You got Individual Market in my Small Group! You got Small Group in my Individual Market!
(as whoever posted the commercial to YouTube noted, "Seriously, who struts down the sidewalk munching on a jar of peanut butter?")
I've written quite a few times before about how the small group insurance market is sort of the odd man out when it comes to the Affordable Care Act. The SHOP exchanges have turned out to be mostly a dud (to the point that the HHS Dept. has only stated once just how many people are even enrolled in SHOP policies (and even that was missing some states; my best guesstimate is arouns 150,000 nationally).
There was, in the early days of the ACA, some controversy over just how large a "small business" could be defined as--the law bumped it up from 50 employees to 100, though this provision was later repealed, keeping 50 as the cut-off point.
In terms of the size of the small group market, I know it was around 17 million people in 2013, but has since shrunk to around 13.5 million today.
Massachusetts, Vermont and the District of Columbia all have laws/regulations which combine their small group risk pools with those of their individual markets, which makes total sense to me from a sheer simplicity POV. However, as someone who wishes to remain anonymous has brought to my attention, there's a far larger benefit to be had from merging the Indy and Sm. Group markets together:
In reading your 2017 premium increase post, I'm prompted to revisit what I've long considered a great problem with the ACA: It lumped a lot of high risk people (formerly uninsured due to pre-existing conditions) into a relatively small risk pool, the individual market. It should be no surprise that this drove up premiums in this pool. If you look at your 2017 data, it appears to me the states that merged small groups with the individual market will have increases near the bottom end. This makes sense, since the high risk expensive people were averaged across a larger pool. I don't see much if anyone commenting on this issue, but it appears to me to be the single most important factor on ACA premium escalation. It needs to be discussed more widely. Perhaps you could do a blog post on the issue.
Consider it done! This is an interesting point...and when I look at the requested rate hike table, sure enough, here's what you get:
As you can see, the writer appears to be onto something here. I've posted the weighted average increases for both 2016 (mostly approved) and 2017 (requested only); they're sorted out from lowest to highest by the 2017 requests, and all three "merged risk pool" markets come in at the low end of the range. Last year there were a couple more states which came in lower, but all three were still very much towards the bottom end of the scale.
The problem as I see it is that while the cost of subsidizes was socialized across all tax payers, the cost of premiums for these high risk people was largely dumped on just the backs of those in the individual market, and for those in that market who get no subsidies, it has been very painful.
Why wasn't the premium risk spread across all insured individuals, rather than singling out those of us in the individual market for the brunt of it. I know we didn't take it all, because some fraction of the formerly uninsured get jobs and switch to group plans, and some went on Medicare, etc, but a large fraction would have gone into the individual market, and that has driven premiums there up significantly.
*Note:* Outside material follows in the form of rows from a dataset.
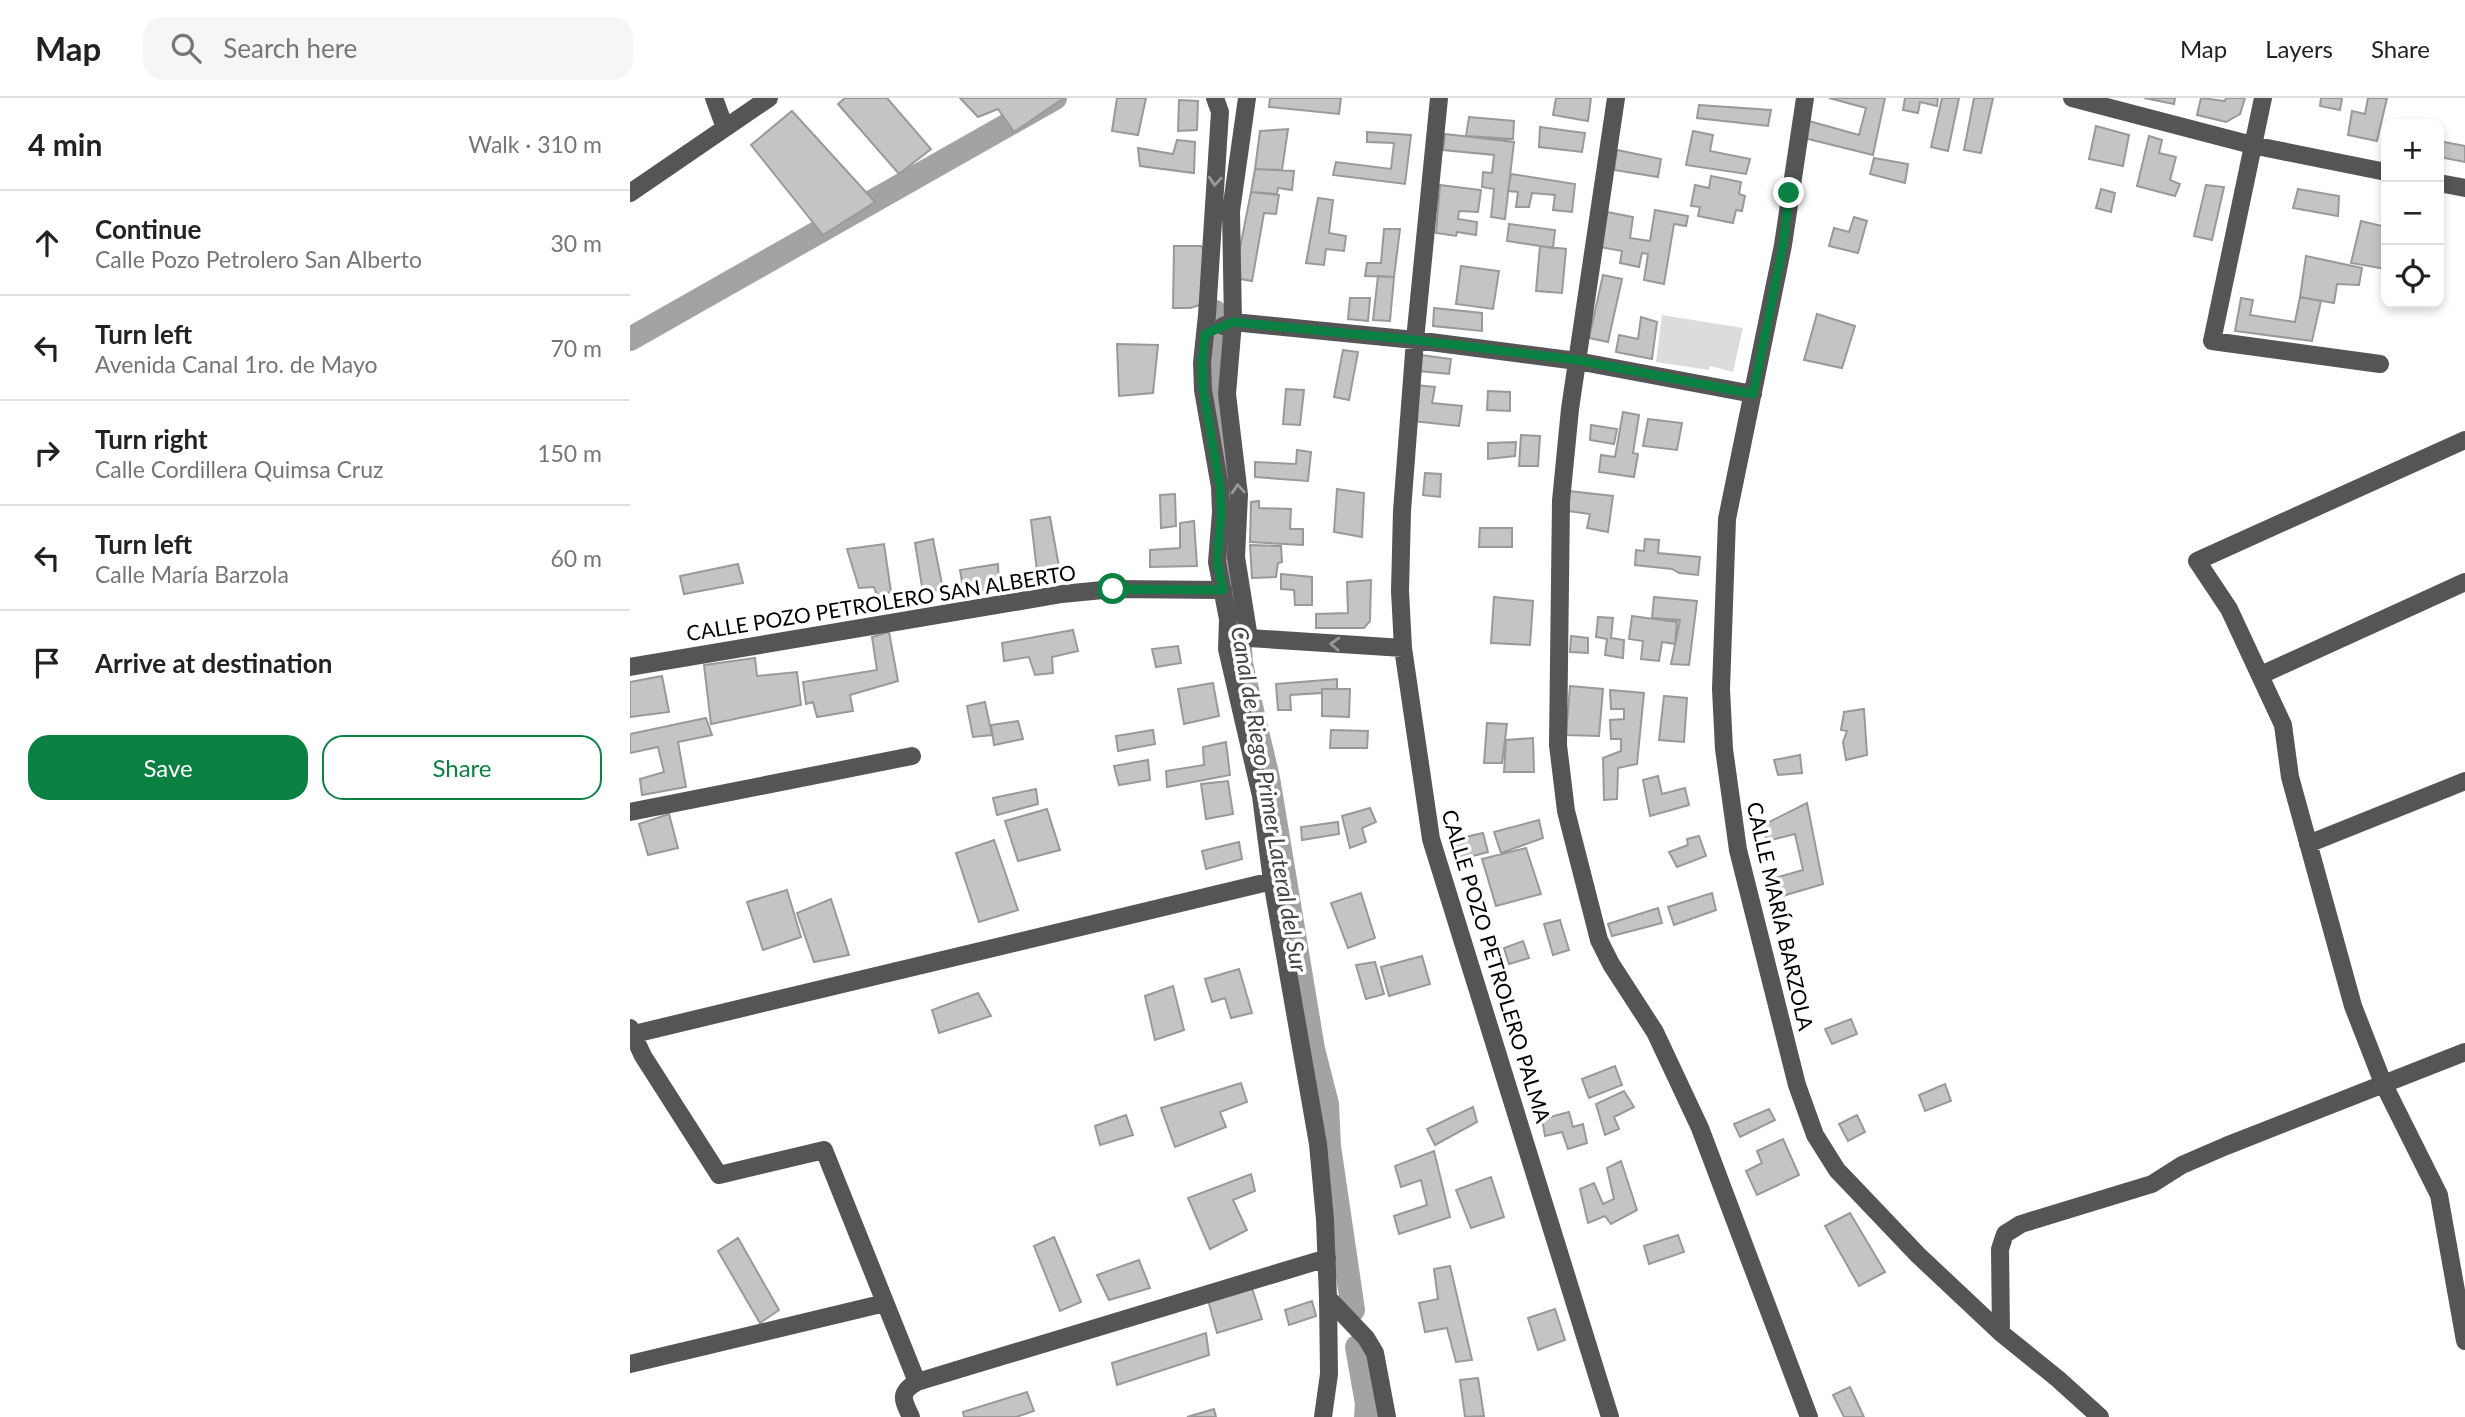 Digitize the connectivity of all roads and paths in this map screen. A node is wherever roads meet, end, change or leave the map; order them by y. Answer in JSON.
{"nodes":[{"id":1,"x":714,"y":98,"type":"edge"},
{"id":2,"x":769,"y":98,"type":"edge"},
{"id":3,"x":1247,"y":98,"type":"edge"},
{"id":4,"x":1439,"y":98,"type":"edge"},
{"id":5,"x":1616,"y":98,"type":"edge"},
{"id":6,"x":1805,"y":98,"type":"edge"},
{"id":7,"x":2072,"y":98,"type":"edge"},
{"id":8,"x":2263,"y":98,"type":"edge"},
{"id":9,"x":1217,"y":105,"type":"edge"},
{"id":10,"x":2129,"y":105,"type":"edge"},
{"id":11,"x":725,"y":128,"type":"junction"},
{"id":12,"x":2252,"y":145,"type":"junction"},
{"id":13,"x":2381,"y":171,"type":"edge"},
{"id":14,"x":2444,"y":184,"type":"edge"},
{"id":15,"x":2465,"y":188,"type":"edge"},
{"id":16,"x":630,"y":193,"type":"edge"},
{"id":17,"x":1233,"y":322,"type":"junction"},
{"id":18,"x":1205,"y":334,"type":"junction"},
{"id":19,"x":1415,"y":340,"type":"junction"},
{"id":20,"x":1577,"y":360,"type":"junction"},
{"id":21,"x":2380,"y":364,"type":"dead end"},
{"id":22,"x":1753,"y":394,"type":"junction"},
{"id":23,"x":2465,"y":440,"type":"edge"},
{"id":24,"x":2465,"y":583,"type":"edge"},
{"id":25,"x":1223,"y":590,"type":"junction"},
{"id":26,"x":1403,"y":648,"type":"junction"},
{"id":27,"x":630,"y":667,"type":"edge"},
{"id":28,"x":2261,"y":675,"type":"junction"},
{"id":29,"x":912,"y":756,"type":"dead end"},
{"id":30,"x":2465,"y":782,"type":"edge"},
{"id":31,"x":630,"y":812,"type":"edge"},
{"id":32,"x":2308,"y":844,"type":"junction"},
{"id":33,"x":1272,"y":881,"type":"junction"},
{"id":34,"x":631,"y":1032,"type":"edge"},
{"id":35,"x":2465,"y":1052,"type":"edge"},
{"id":36,"x":2383,"y":1083,"type":"junction"},
{"id":37,"x":1326,"y":1258,"type":"junction"},
{"id":38,"x":1328,"y":1298,"type":"junction"},
{"id":39,"x":885,"y":1303,"type":"junction"},
{"id":40,"x":2001,"y":1334,"type":"junction"},
{"id":41,"x":2465,"y":1341,"type":"edge"},
{"id":42,"x":630,"y":1364,"type":"edge"},
{"id":43,"x":917,"y":1382,"type":"junction"},
{"id":44,"x":911,"y":1417,"type":"edge"},
{"id":45,"x":1323,"y":1417,"type":"edge"},
{"id":46,"x":1387,"y":1417,"type":"edge"},
{"id":47,"x":1610,"y":1417,"type":"edge"},
{"id":48,"x":1809,"y":1417,"type":"edge"},
{"id":49,"x":2100,"y":1417,"type":"edge"}],
"edges":[{"from":1,"to":11,"type":"street"},
{"from":2,"to":11,"type":"street"},
{"from":3,"to":17,"type":"street"},
{"from":4,"to":19,"type":"street","name":"CALLE POZO PETROLERO PALMA"},
{"from":5,"to":20,"type":"street"},
{"from":6,"to":22,"type":"street","name":"CALLE MARÍA BARZOLA"},
{"from":7,"to":10,"type":"street"},
{"from":8,"to":12,"type":"street"},
{"from":9,"to":18,"type":"street","one_way":true},
{"from":10,"to":12,"type":"street"},
{"from":11,"to":16,"type":"street"},
{"from":12,"to":13,"type":"street"},
{"from":12,"to":21,"type":"street"},
{"from":14,"to":15,"type":"street"},
{"from":17,"to":18,"type":"street"},
{"from":17,"to":19,"type":"street"},
{"from":26,"to":17,"type":"street","one_way":true},
{"from":18,"to":25,"type":"street"},
{"from":19,"to":20,"type":"street"},
{"from":19,"to":26,"type":"street","name":"CALLE POZO PETROLERO PALMA"},
{"from":20,"to":22,"type":"street"},
{"from":20,"to":48,"type":"street"},
{"from":22,"to":40,"type":"street","name":"CALLE MARÍA BARZOLA"},
{"from":23,"to":28,"type":"street"},
{"from":24,"to":28,"type":"street"},
{"from":25,"to":27,"type":"street","name":"CALLE POZO PETROLERO SAN ALBERTO"},
{"from":25,"to":33,"type":"street"},
{"from":26,"to":47,"type":"street","name":"CALLE POZO PETROLERO PALMA"},
{"from":28,"to":32,"type":"street"},
{"from":29,"to":31,"type":"street"},
{"from":30,"to":32,"type":"street"},
{"from":32,"to":36,"type":"street"},
{"from":33,"to":34,"type":"street"},
{"from":33,"to":37,"type":"street"},
{"from":34,"to":39,"type":"street"},
{"from":35,"to":36,"type":"street"},
{"from":36,"to":40,"type":"street"},
{"from":36,"to":41,"type":"street"},
{"from":37,"to":38,"type":"street"},
{"from":37,"to":43,"type":"street"},
{"from":38,"to":45,"type":"street"},
{"from":38,"to":46,"type":"street"},
{"from":39,"to":42,"type":"street"},
{"from":39,"to":43,"type":"street"},
{"from":40,"to":49,"type":"street","name":"CALLE MARÍA BARZOLA"},
{"from":43,"to":44,"type":"street"}]}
ACA supporters tend to counter that subsidies in the individual market counter this, but that is only a means tested solution, and it leaves many individual of moderate means with huge increases that essentially have decimated their standard of living. My wife and I make about $60K/yr placing us just at the cut off, and our insurance has gone from <4K/yr to what looks like will be abour $14K/yr in 2017, which has wiped out all discretionary spending, and most savings as well. All because the cost of the formerly uninsured was normalized over a relatively small fraction of the USA population, which for some reasons was chosen as a target. Why I'm not sure.
This is, in my view, an important point. Regular readers know that while I do generally support the ACA, I also prefer to look at rate hikes across the entire individual market as a whole (on + off-exchange) instead of limiting myself to the exchange enrollees...for the very reasons noted above. It's awesome that around 9.4 million people are receiving APTC assistance...but there's another 10 million or so people who are in the same risk pool but have to pay full price (roughly 1.7 million on-exchange and another 8 million or so off-exchange). As it happens, depending on the year (I have a highly variable income), I might find myself in one of these populations or the other...and the full price premiums are, indeed, getting pretty ugly for a good 10 million of us.
Anyway, if you have time, and can bring your excellent talents to this angle, it might help prompt others to think more on it, and perhaps a better solution will evolve over time. Vermont, DC, and Mass I think are the states with merged pools, and they have relatively low increase requests per your tables. It would be interesting to compare their history over the prior years. One would assume the group rates went up more, since the individual rates went up less. But at least the pain is spread over more people. IMHO, it should be spread over everyone, not just some particular group being singled out.
If you merge the risk pools for the individual and small group markets in every state, instead of having two risk pools (19 million & 13.5 million), you'd have a single pool with around 32.5 million people...roughly 10% of the total population. You'd basically be shifting about 40% of the burden on the indy enrollees over to the small group enrollees, so I'm sure there'd be a lot of grumbling about it, but obviously MA, VT & DC managed to get this done.
Sounds like a good idea to me. Thoughts?